[Landmark coordinate records]
□ □ □ □ □ □ □

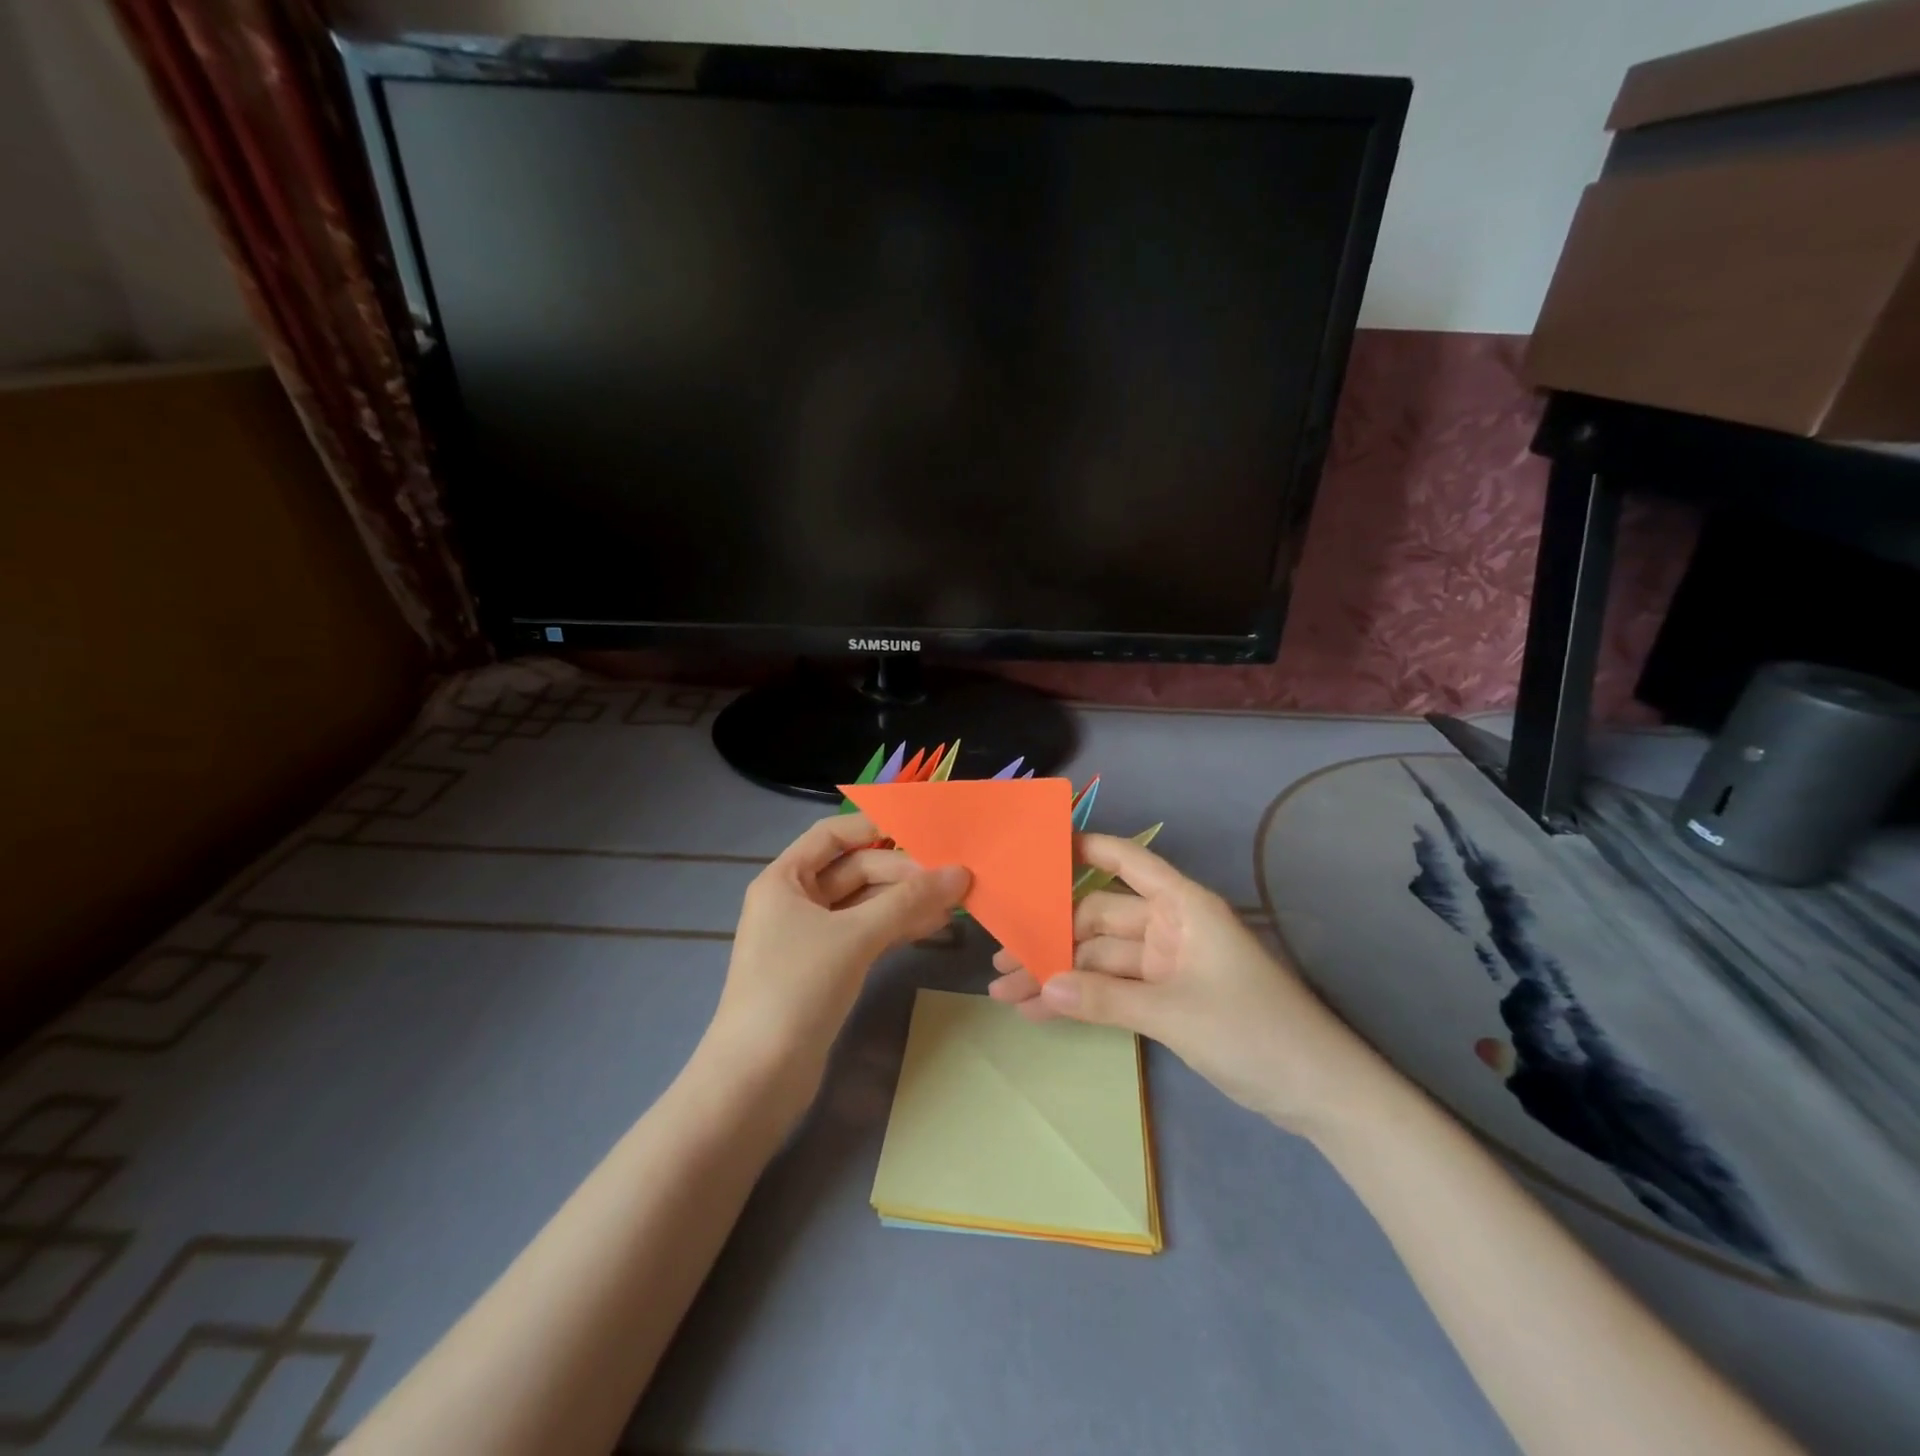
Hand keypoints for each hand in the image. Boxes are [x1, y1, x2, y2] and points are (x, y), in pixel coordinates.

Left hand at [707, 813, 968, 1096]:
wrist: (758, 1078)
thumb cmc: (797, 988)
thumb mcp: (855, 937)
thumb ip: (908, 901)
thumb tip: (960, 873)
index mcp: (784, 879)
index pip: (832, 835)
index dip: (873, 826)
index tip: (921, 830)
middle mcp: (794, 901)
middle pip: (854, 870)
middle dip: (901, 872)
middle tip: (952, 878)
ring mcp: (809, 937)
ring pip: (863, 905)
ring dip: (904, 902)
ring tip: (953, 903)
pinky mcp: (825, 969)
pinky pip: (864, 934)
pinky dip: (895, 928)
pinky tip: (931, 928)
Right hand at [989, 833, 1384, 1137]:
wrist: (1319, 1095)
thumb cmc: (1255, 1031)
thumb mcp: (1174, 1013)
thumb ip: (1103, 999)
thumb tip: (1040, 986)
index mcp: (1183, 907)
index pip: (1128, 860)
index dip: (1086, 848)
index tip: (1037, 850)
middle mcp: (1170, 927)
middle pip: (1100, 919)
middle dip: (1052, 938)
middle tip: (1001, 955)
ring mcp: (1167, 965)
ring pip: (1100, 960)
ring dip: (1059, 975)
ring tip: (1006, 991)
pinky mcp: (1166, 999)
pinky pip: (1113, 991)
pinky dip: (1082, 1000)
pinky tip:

□ □ □ □ □ □ □

→ WHAT IS EXPECTED
Copy each line of the records precisely and drop any images they hold.

→ RESULT FOR THIS EXERCISE
Hand keypoints for each hand in the image. Boxes are [x1, y1, x2, y2] and points are (x, y), in pixel coordinates.

Left hand at [707, 813, 968, 1096]:
wrist: (758, 1078)
thumb cmc: (797, 988)
thumb mcp: (855, 937)
thumb ip: (908, 901)
thumb tip: (960, 873)
index mcp: (784, 879)
index pip: (832, 835)
index dip: (873, 826)
index tip: (921, 830)
middle mcp: (794, 901)
middle pip: (854, 870)
middle dip: (901, 872)
middle tip: (952, 878)
ring mcp: (809, 937)
ring pip: (863, 905)
ring dip: (904, 902)
ring tip: (953, 903)
pinky mcp: (825, 969)
pinky pip: (864, 934)
pinky dip: (895, 928)
pinky tip: (931, 928)
Right hand at [989, 833, 1384, 1137]:
wrist: (1319, 1095)
thumb cmc: (1255, 1031)
thumb mcp: (1174, 1013)
thumb ip: (1103, 999)
thumb tip: (1040, 986)
index mcp: (1183, 907)
index pip: (1128, 860)
index dip: (1086, 848)
index tip: (1037, 850)
middle mcp: (1170, 927)
middle pip: (1100, 919)
middle dip: (1052, 938)
middle tip: (1001, 955)
ring mcp: (1167, 965)
ring pip: (1100, 960)
ring dip: (1059, 975)
ring tip: (1006, 991)
pinky mcp: (1166, 999)
pinky pip: (1113, 991)
pinky dip: (1082, 1000)
pinky tip:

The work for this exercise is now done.